Na sua avaliação, vários fatores explicam a recente disparada do candidato nas pesquisas, em uma composição de voto antipetista, antifeminista e evangélico.
Já o cientista político Cláudio Couto, professor do Departamento de Gestão Pública Fundação Getúlio Vargas de São Paulo (FGV-SP), considera que seria necessário uma confluência muito forte para a eleição presidencial já se definir neste domingo.
“É improvável que Bolsonaro seja eleito em primeiro turno. O candidato tem menos de 40% de votos válidos. Seria preciso uma transferência massiva de votos para o Bolsonaro, de todos os candidatos de centro, indecisos, gente que vai anular, tudo para ele. Acho muito difícil isso acontecer”, afirma.
1) Crescimento entre indecisos
Os 39% de votos válidos de Jair Bolsonaro, segundo o Datafolha de quinta-feira, são um patamar baixo para o primeiro colocado de uma disputa presidencial, em comparação com as últimas eleições. Em 2014, também nos dias anteriores ao primeiro turno, Dilma Rousseff (PT) tinha 46% de votos válidos. Em 2010, Dilma chegava a 50%. Nas vésperas de 2006 e 2002, Luiz Inácio Lula da Silva tinha cerca de 48%.
Por outro lado, a intenção de voto em Bolsonaro apresenta uma tendência de alta. Na última sexta-feira, o militar reformado tinha 28% dos votos totais, no Datafolha – o mesmo percentual registrado uma semana antes, o que parecia indicar que ele tinha parado de crescer. Mas, na terça-feira, o instituto apontou que o candidato havia voltado a subir, chegando a 32%. Na quinta-feira, estava com 35% – em válidos, 39%.
Segundo especialistas, Bolsonaro pode ter crescido principalmente entre quem estava indeciso e não declarava voto nas pesquisas anteriores.
“A eleição está muito polarizada. Isso faz com que haja muitos indecisos, até mais tarde do que o normal. Mas, na última hora, as pessoas começam a decidir. A migração de votos para Bolsonaro, que teria que acontecer em algum momento, está ocorrendo agora porque esse é o momento da decisão”, diz Couto.
Uma das faixas em que Bolsonaro mais cresceu nessa última semana foi a das mulheres. Para Couto, isso também pode ser explicado pela migração dos votos de indecisos, já que historicamente as mulheres são as eleitoras que mais demoram para tomar uma decisão.

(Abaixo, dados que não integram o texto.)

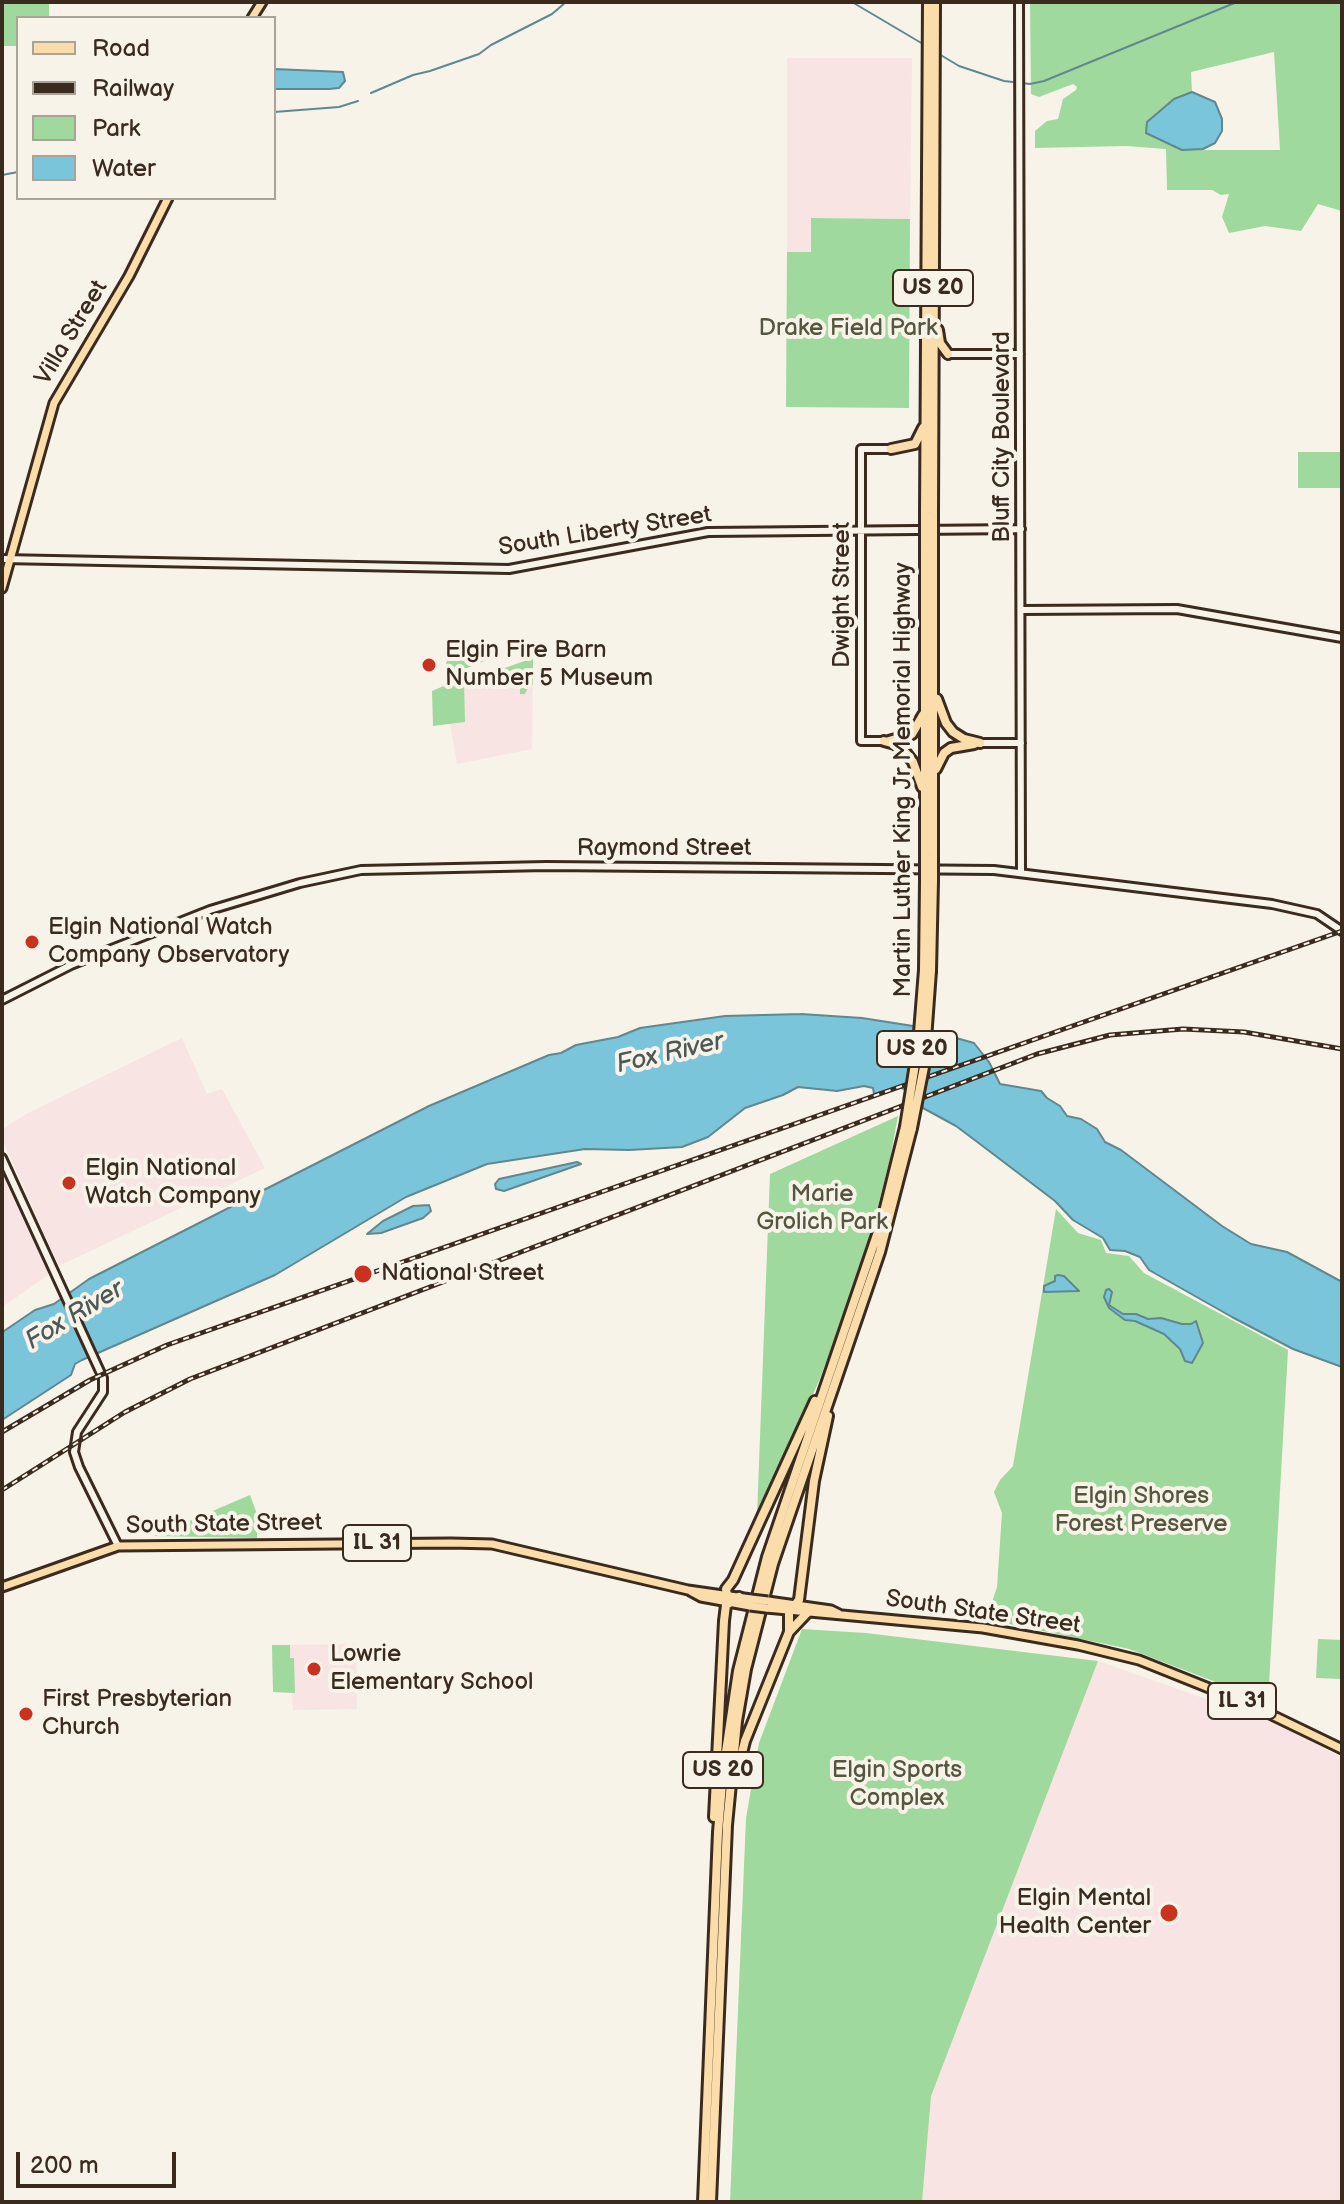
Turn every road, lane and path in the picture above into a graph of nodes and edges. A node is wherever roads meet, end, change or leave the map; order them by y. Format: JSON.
{"nodes":[{"id":1,"x":928,"y":2,"type":"edge"},
{"id":2,"x":935,"y":2,"type":"edge"},
{"id":3,"x":1019,"y":2,"type":"edge"},
{"id":4,"x":932,"y":62,"type":"junction"},
{"id":5,"x":167,"y":200,"type":"edge"},
{"id":6,"x":933,"y":277,"type":"junction"},
{"id":7,"x":948,"y":354,"type":"joint"},
{"id":8,"x":1020,"y":354,"type":"junction"},
{"id":9,"x":926,"y":420,"type":"junction"},
{"id":10,"x":891,"y":449,"type":"joint"},
{"id":11,"x":929,"y":512,"type":"junction"},
{"id":12,"x":1021,"y":529,"type":"junction"},
{"id":13,"x":861,"y":530,"type":"junction"},
{"id":14,"x":6,"y":559,"type":"edge"},
{"id":15,"x":2,"y":588,"type":"edge"},
{"id":16,"x":1021,"y":610,"type":"junction"},
{"id":17,"x":929,"y":631,"type":"junction"},
{"id":18,"x":1342,"y":638,"type":"edge"},
{"id":19,"x":933,"y":675,"type":"junction"},
{"id":20,"x":926,"y":705,"type":"junction"},
{"id":21,"x":884,"y":741,"type":"junction"},
{"id":22,"x":980,"y":743,"type":"junction"},
{"id":23,"x":1021,"y":743,"type":"junction"},
{"id":24,"x":933,"y":778,"type":"junction"},
{"id":25,"x":925,"y":808,"type":"junction"},
{"id":26,"x":929,"y":855,"type":"junction"},
{"id":27,"x":1021,"y":873,"type":"junction"},
{"id":28,"x":1342,"y":931,"type":"edge"},
{"id":29,"x":2,"y":1000,"type":"edge"},
{"id":30,"x":909,"y":1127,"type":"junction"},
{"id":31,"x":2,"y":1158,"type":"edge"},
{"id":32,"x":847,"y":1346,"type":"junction"},
{"id":33,"x":837,"y":1353,"type":"junction"},
{"id":34,"x":118,"y":1546,"type":"junction"},
{"id":35,"x":2,"y":1587,"type":"edge"},
{"id":36,"x":739,"y":1597,"type":"joint"},
{"id":37,"x":728,"y":1599,"type":"junction"},
{"id":38,"x":750,"y":1602,"type":"junction"},
{"id":39,"x":792,"y":1608,"type":"junction"},
{"id":40,"x":807,"y":1613,"type":"junction"},
{"id":41,"x":839,"y":1614,"type":"junction"},
{"id":42,"x":789,"y":1632,"type":"junction"},
{"id":43,"x":1342,"y":1749,"type":"edge"},
{"id":44,"x":727,"y":1825,"type":"junction"},
{"id":45,"x":713,"y":1931,"type":"junction"},
{"id":46,"x":703,"y":2202,"type":"edge"},
{"id":47,"x":711,"y":2202,"type":"edge"}],
"edges":[{"from":1,"to":4,"type":"highway","name":"Martin Luther King Jr Memorial Highway","number":"US 20"},
{"from":2,"to":4,"type":"highway","name":"Martin Luther King Jr Memorial Highway","number":"US 20"},
{"from":3,"to":8,"type":"street","name":"Bluff City Boulevard"},
{"from":4,"to":6,"type":"highway","name":"Martin Luther King Jr Memorial Highway","number":"US 20"},
{"from":4,"to":9,"type":"highway","name":"Martin Luther King Jr Memorial Highway","number":"US 20"},
{"from":5,"to":14,"type":"main road","name":"Villa Street"},
{"from":6,"to":7,"type":"highway"},
{"from":6,"to":11,"type":"highway","name":"Martin Luther King Jr Memorial Highway","number":"US 20"},
{"from":7,"to":8,"type":"street"},
{"from":8,"to":12,"type":"street","name":"Bluff City Boulevard"},
{"from":9,"to":10,"type":"highway"},
{"from":9,"to":11,"type":"highway","name":"Martin Luther King Jr Memorial Highway","number":"US 20"},
{"from":10,"to":13,"type":"street","name":"Dwight Street"},
{"from":11,"to":17,"type":"highway","name":"Martin Luther King Jr Memorial Highway","number":"US 20","bridge":true},
{"from":12,"to":13,"type":"street","name":"South Liberty Street"},
{"from":12,"to":16,"type":"street","name":"Bluff City Boulevard"},
{"from":13,"to":14,"type":"street","name":"South Liberty Street"},
{"from":13,"to":21,"type":"street","name":"Dwight Street"},
{"from":14,"to":15,"type":"main road","name":"Villa Street"},
{"from":16,"to":18,"type":"street"},
{"from":16,"to":23,"type":"street","name":"Bluff City Boulevard"},
{"from":17,"to":19,"type":"highway","name":"Martin Luther King Jr Memorial Highway","number":"US 20"},
{"from":17,"to":20,"type":"highway","name":"Martin Luther King Jr Memorial Highway","number":"US 20"},
{"from":19,"to":22,"type":"highway"},
{"from":19,"to":24,"type":"highway","name":"Martin Luther King Jr Memorial Highway","number":"US 20"},
{"from":20,"to":21,"type":"highway"},
{"from":20,"to":25,"type":"highway","name":"Martin Luther King Jr Memorial Highway","number":"US 20"},
{"from":21,"to":25,"type":"highway"},
{"from":22,"to":23,"type":"street"},
{"from":22,"to":24,"type":"highway"},
{"from":23,"to":27,"type":"street","name":"Bluff City Boulevard"},
{"from":24,"to":26,"type":"highway","name":"Martin Luther King Jr Memorial Highway","number":"US 20"},
{"from":25,"to":26,"type":"highway","name":"Martin Luther King Jr Memorial Highway","number":"US 20"},
{"from":26,"to":30,"type":"highway","name":"Martin Luther King Jr Memorial Highway","number":"US 20","bridge":true},
{"from":27,"to":28,"type":"street","name":"Raymond Street"},
{"from":27,"to":29,"type":"street","name":"Raymond Street"},
{"from":30,"to":32,"type":"highway","name":"Martin Luther King Jr Memorial Highway","number":"US 20"},
{"from":30,"to":33,"type":"highway","name":"Martin Luther King Jr Memorial Highway","number":"US 20"},
{"from":31,"to":34,"type":"street"},
{"from":32,"to":39,"type":"highway"},
{"from":32,"to":44,"type":"highway","name":"Martin Luther King Jr Memorial Highway","number":"US 20"},
{"from":33,"to":37,"type":"highway"},
{"from":33,"to":45,"type":"highway","name":"Martin Luther King Jr Memorial Highway","number":"US 20"},
{"from":34,"to":35,"type":"main road","name":"South State Street","number":"IL 31"},
{"from":34,"to":37,"type":"main road","name":"South State Street","number":"IL 31"},
{"from":36,"to":37,"type":"highway"},
{"from":36,"to":38,"type":"main road","name":"South State Street","number":"IL 31"},
{"from":37,"to":38,"type":"main road","name":"South State Street","number":"IL 31"},
{"from":37,"to":45,"type":"highway"},
{"from":38,"to":39,"type":"main road","name":"South State Street","number":"IL 31","bridge":true},
{"from":39,"to":40,"type":"main road","name":"South State Street","number":"IL 31"},
{"from":39,"to":41,"type":"main road","name":"South State Street","number":"IL 31"},
{"from":39,"to":42,"type":"highway"},
{"from":40,"to":41,"type":"main road","name":"South State Street","number":"IL 31"},
{"from":40,"to":42,"type":"highway"},
{"from":41,"to":43,"type":"main road","name":"South State Street","number":"IL 31"},
{"from":42,"to":44,"type":"highway"},
{"from":44,"to":47,"type":"highway","name":"Martin Luther King Jr Memorial Highway","number":"US 20"},
{"from":45,"to":46,"type":"highway","name":"Martin Luther King Jr Memorial Highway","number":"US 20"}]}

Para Rosana Pinheiro-Machado, “muitas mulheres que estavam indecisas estão na última hora repetindo o movimento tradicional de seguir votos de pais e maridos”. Bolsonaro tem usado as redes sociais para se colocar como o verdadeiro candidato preocupado com a segurança das mulheres.
O candidato também tem visado aos indecisos no Nordeste e suavizou o discurso antipetista na região. Disse que Lula “tinha tudo para ser um grande presidente”, que “lamenta” que ele esteja “nessa situação”, mas que “ele está colhendo o que plantou”.

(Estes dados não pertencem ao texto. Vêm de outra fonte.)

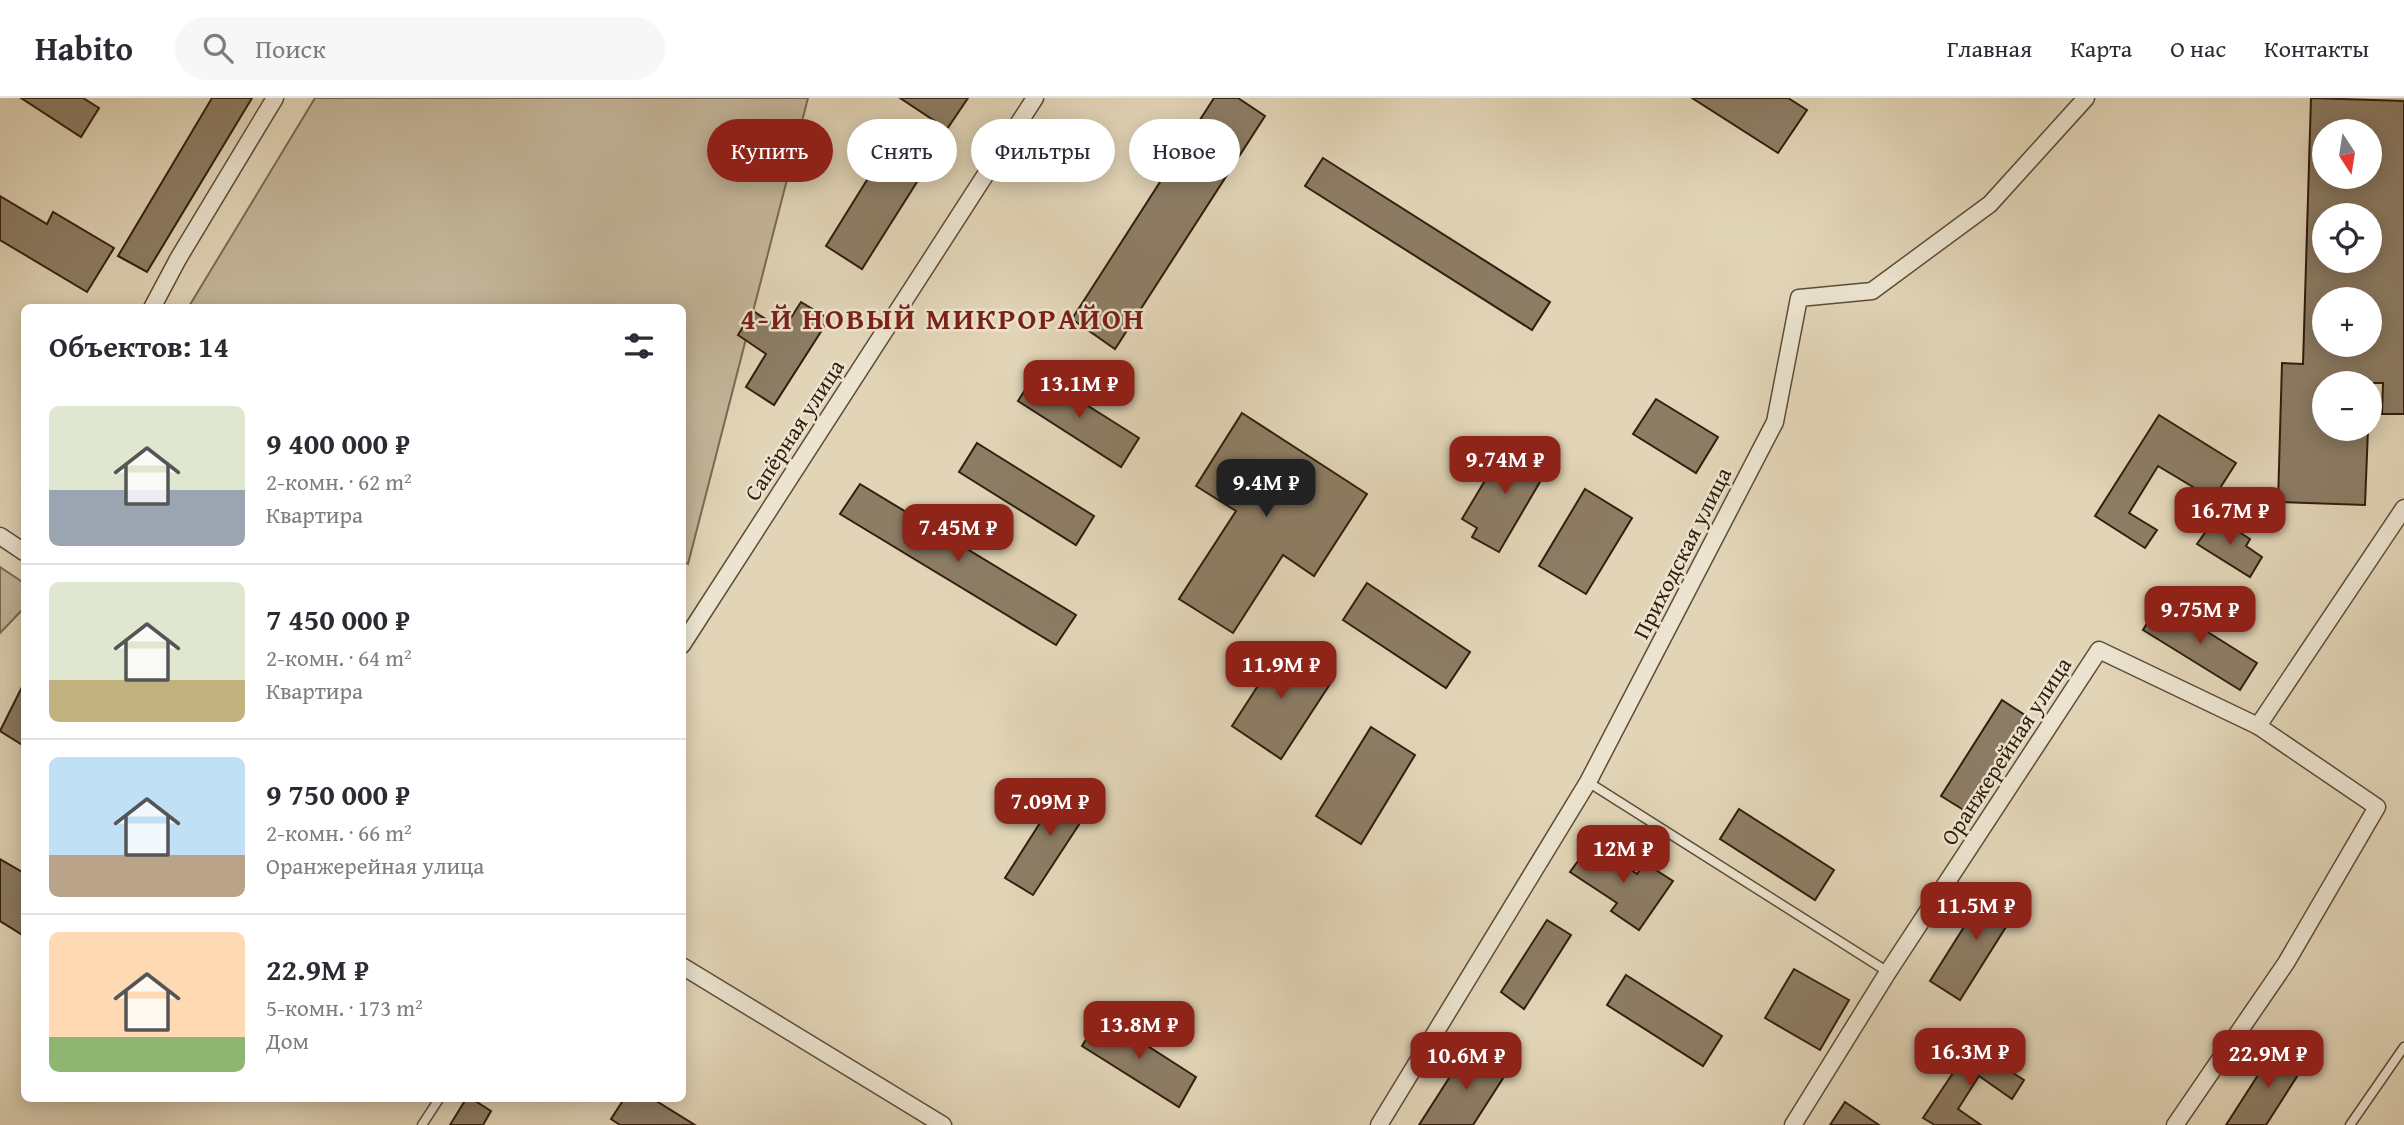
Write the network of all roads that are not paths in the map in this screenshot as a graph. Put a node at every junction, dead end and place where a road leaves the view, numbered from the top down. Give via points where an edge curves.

Mas a queda no número de indecisos pode estar perto do limite. No final de agosto, 28% do eleitorado não citava nenhum candidato, segundo o Datafolha. Agora, são apenas 11%.
2) Voto útil antipetista em Bolsonaro
Na reta final para o primeiro turno, os apoiadores de Bolsonaro intensificaram esforços para conseguir mais votos para o candidato. Em ato de apoio ao militar reformado na Av. Paulista, em São Paulo, no último domingo, os manifestantes entoaram em coro: “primeiro turno, primeiro turno, primeiro turno”.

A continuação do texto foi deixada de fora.